Gov. Mike Dunleavy will cut the ribbon on the Alaska Department of Labor and Workforce Development’s new Office of Citizenship Assistance in midtown Anchorage on Monday at 2 p.m. It will be a place where legal immigrants will have access to job placement and career training assistance, information about workplace safety, and it will serve as a navigation center to connect legal immigrants to other services that allow them to integrate into Alaska and become productive citizens more quickly, the governor’s office said.
Also attending the ribbon cutting will be Commissioner of Labor and Workforce Development Cathy Munoz, Deputy Commissioner Nelson San Juan, and Lt. Gov. Nancy Dahlstrom. No details were disclosed about the cost of the center or why it is needed.
Alaska has a small community of immigrants, many of whom are from Samoa and the Philippines. About 7.5 percent of the state’s residents are foreign-born.
Who is paying for this training?
State funds or Federal grants with all the control strings?
In the end it’s taxpayer money. Alaska…quit spending money you don’t have, quit stealing it from my permanent fund dividend…just stop spending.
Need more information, this sounds suspicious. Are they planning on shipping in more?
I hope this state has an attorney to file a lawsuit against this administration for the unequal treatment of immigrants. This office needs to be shut down….before it gets started.
Legislators considered this new government program a budget priority this year. They ran out of money for school bond debt reimbursement, senior/veteran property tax reimbursement, the PFD, and some other “not important” things, but they still found enough money left over to spend $437,800 on this.
The vote was 35-5 to make this a spending priority this year.
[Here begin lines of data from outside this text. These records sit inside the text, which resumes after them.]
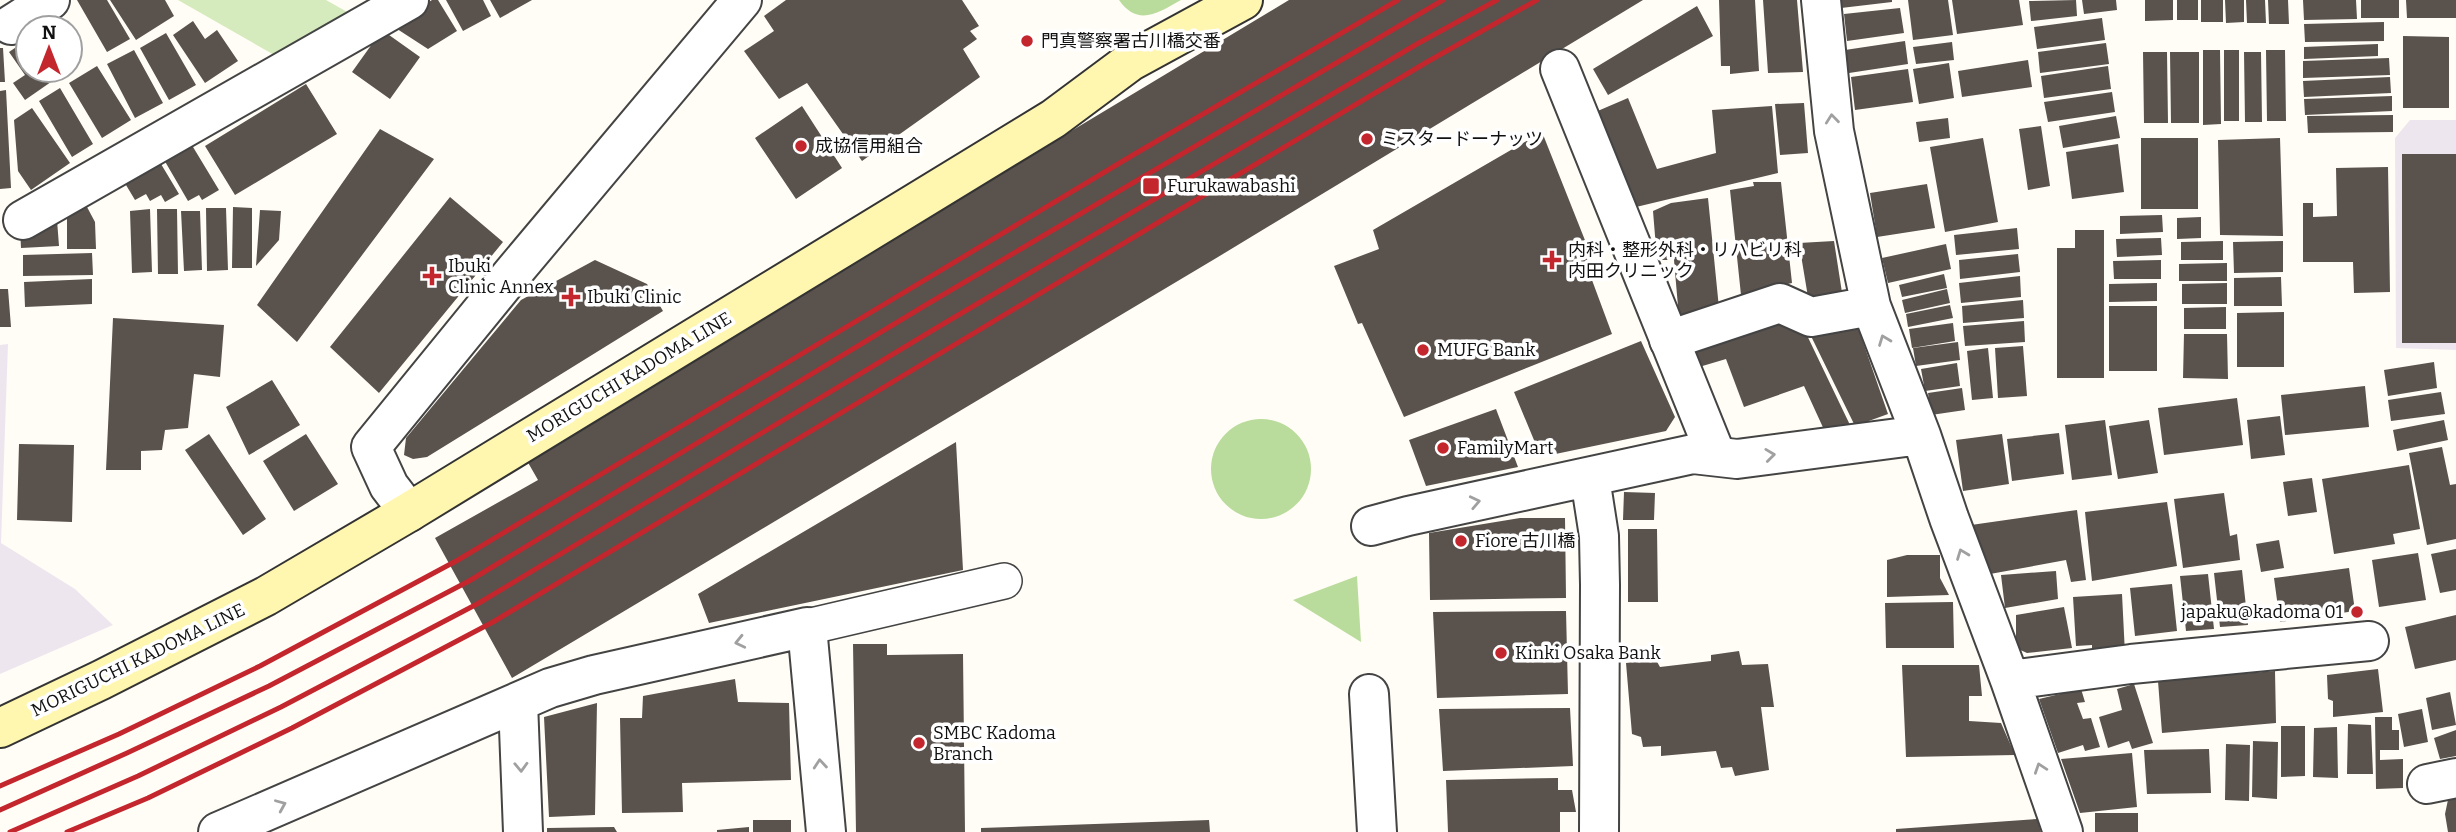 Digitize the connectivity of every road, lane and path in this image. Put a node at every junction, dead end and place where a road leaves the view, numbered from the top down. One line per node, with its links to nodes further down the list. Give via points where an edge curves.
1 (50, 0): 6 (street)
2 (409, 0): 8 (street)
3 (741, 0): 14 (street, via 371,447 389,486)
4 (1243, 0): 14 (main road, MORIGUCHI KADOMA LINE, via 1131,61 1054,119)
5 (1821, 0): 9 (street, one-way to 5, via 1833,131)
6 (11, 25)
7 (1560, 69): 10 (street)
8 (23, 220)
9 (1871, 306): 10 (street, via 1811,317 1780,303); 11 (street, one-way to 9)
10 (1669, 340): 12 (street)
11 (1921, 435): 12 (street, one-way to 11, via 1737,459); 19 (street, one-way to 11)
12 (1716, 455): 13 (street, via 1693,454)
13 (1590, 478): 15 (street, one-way to 13); 27 (street, via 1599,536)
14 (409, 512): 22 (main road, MORIGUCHI KADOMA LINE, via 266,596)
15 (1371, 526)
16 (1004, 581): 17 (street)
17 (807, 627): 21 (street, one-way to 21, via 594,675); 25 (street, one-way to 17)
18 (2369, 641): 19 (street)
19 (2010, 680): 28 (street, one-way to 19)
20 (1369, 694): 26 (street)
21 (518, 702): 23 (street, one-way to 21); 24 (street, one-way to 24)
22 (0, 727)
23 (218, 832)
24 (523, 832)
25 (826, 832)
26 (1377, 832)
27 (1600, 832)
28 (2063, 832)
The only legislators who opposed this were Allard, Carpenter, Eastman, Rauscher, Stapp.
Amendment #117
‘https://www.akleg.gov/PDF/33/A/HB0268-H117.PDF
Roll Call Vote
‘https://www.akleg.gov/basis/Journal/Pages/33?Chamber=H&Bill=HB%20268&Page=02231#2231
What kind of help does Samoa and Philippines offer American are looking for work?
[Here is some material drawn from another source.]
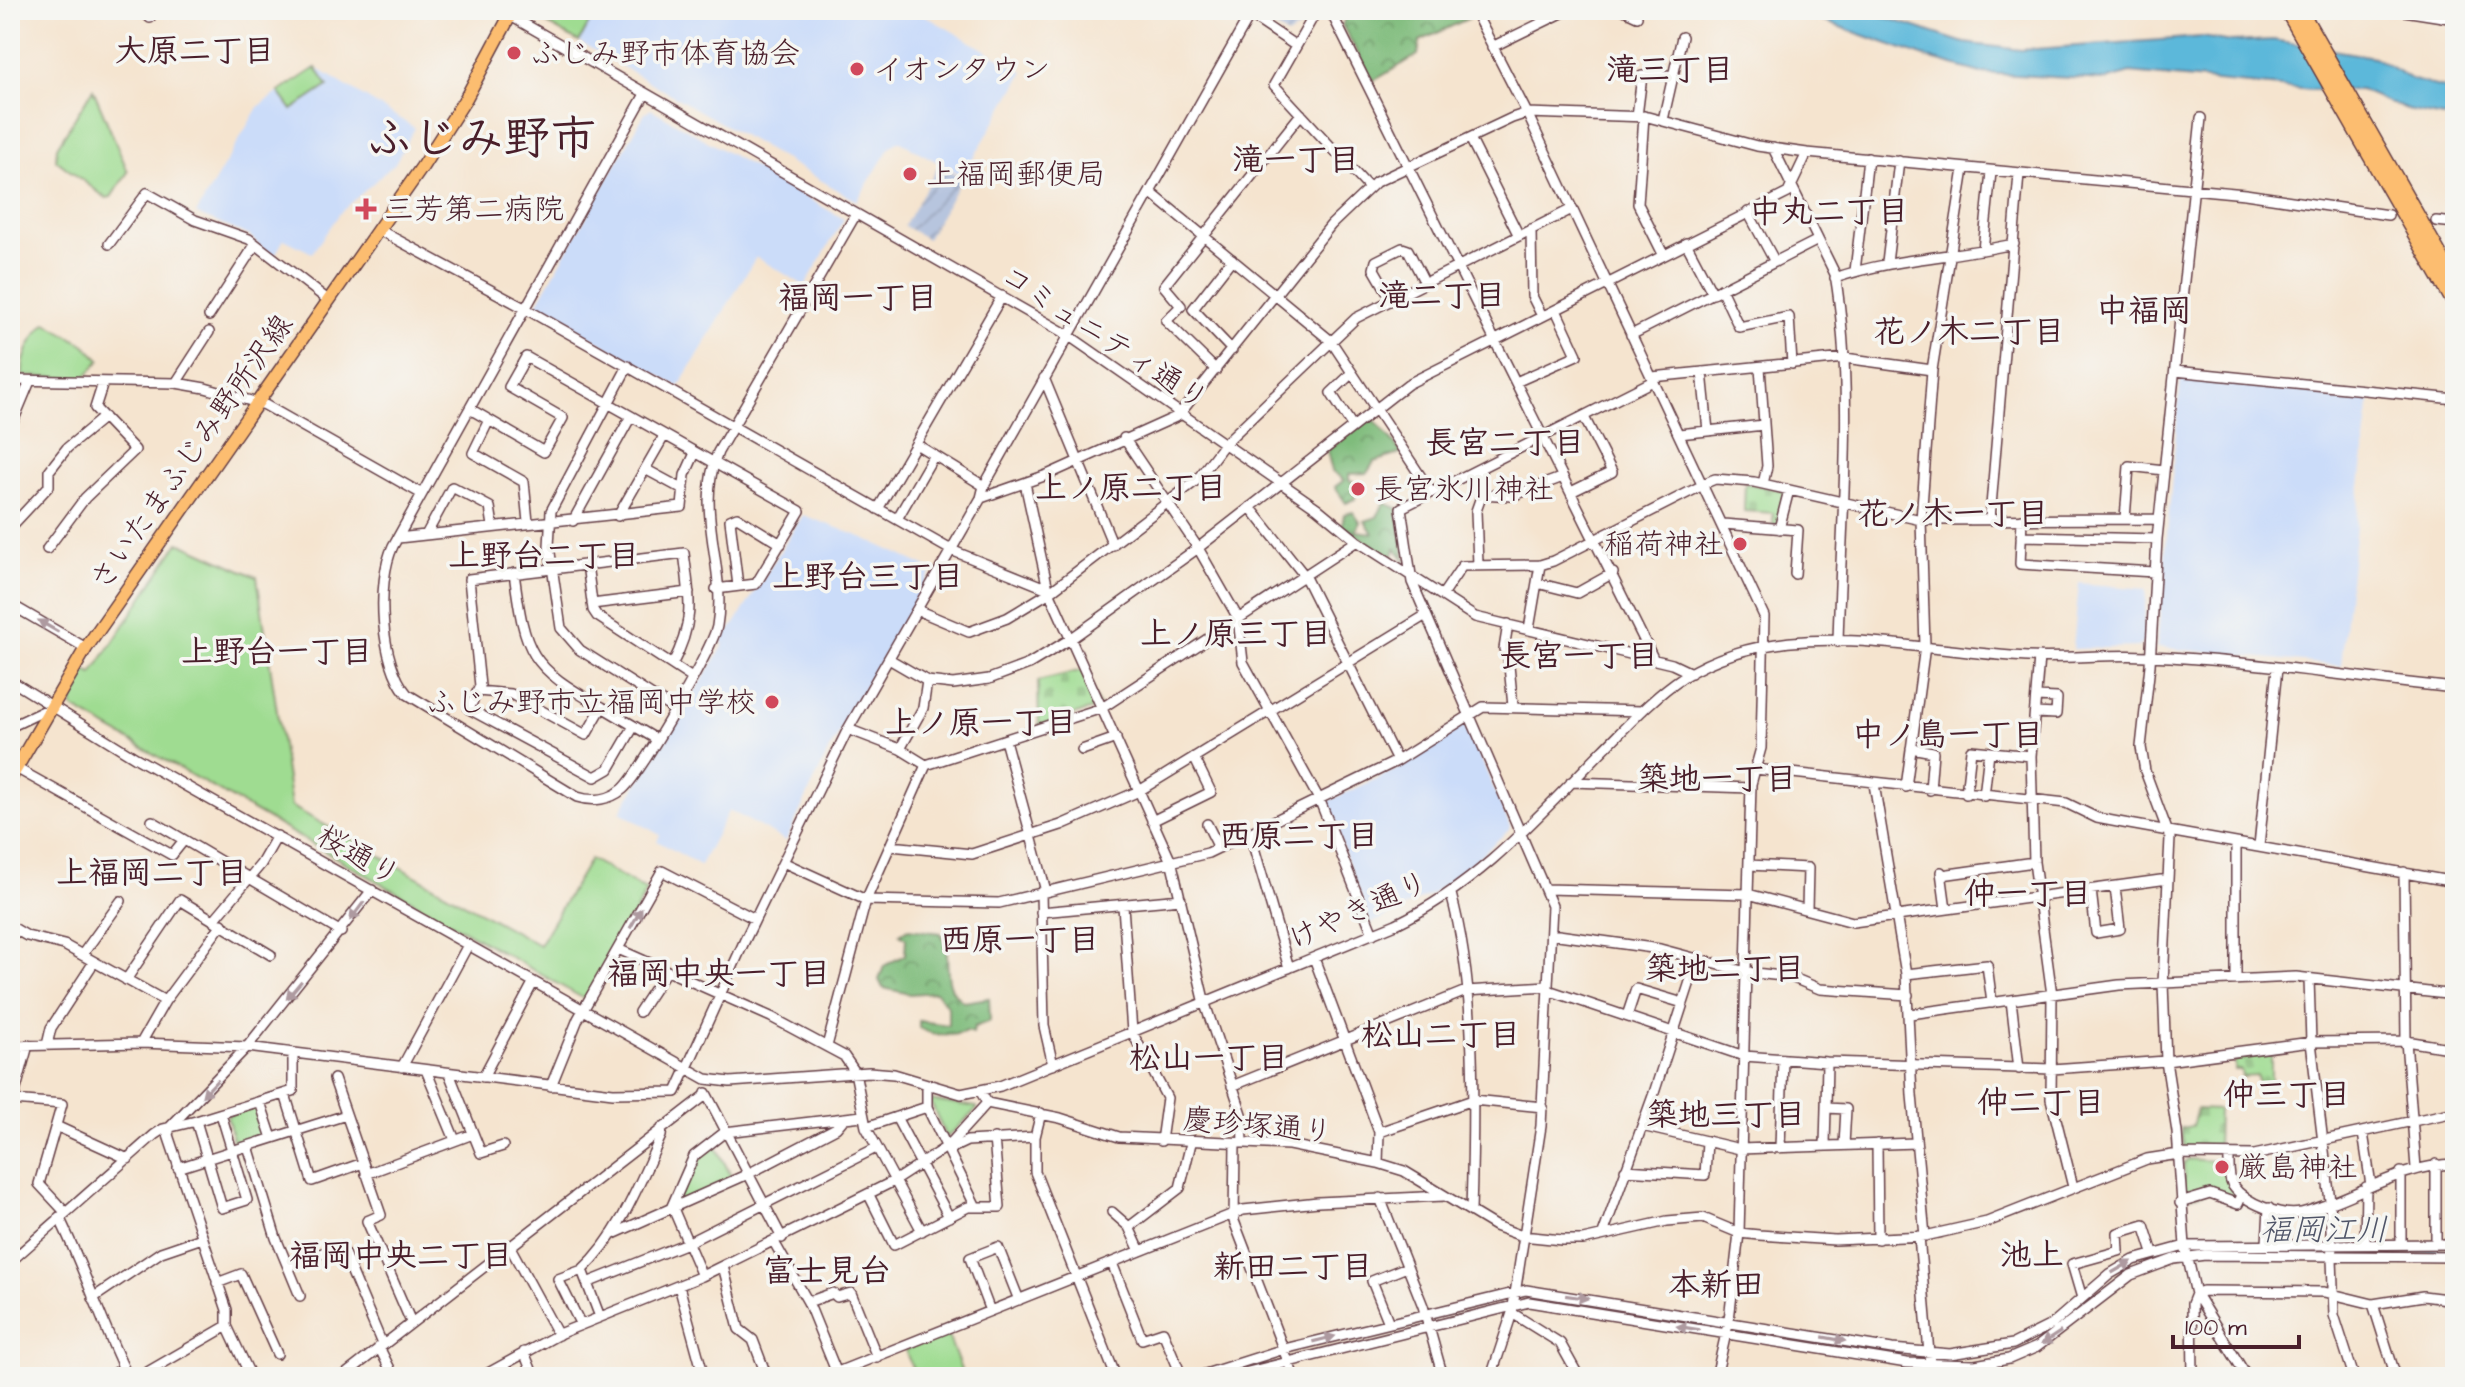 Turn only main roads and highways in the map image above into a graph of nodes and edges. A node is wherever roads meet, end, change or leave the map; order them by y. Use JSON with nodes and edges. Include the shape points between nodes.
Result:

And they should be told that they will have to endure 7 months of cold, ice and snow, dark, hard living, high rent and utilities and a cost of living that tops the nations average, Bear and Moose encounters, unsafe traveling conditions, worlds strongest earthquakes, high crime rates, and Alaska is not for everybody.
Yeah, well that does it for me.
Well, that certainly cements my feelings about Dunleavy….WTF.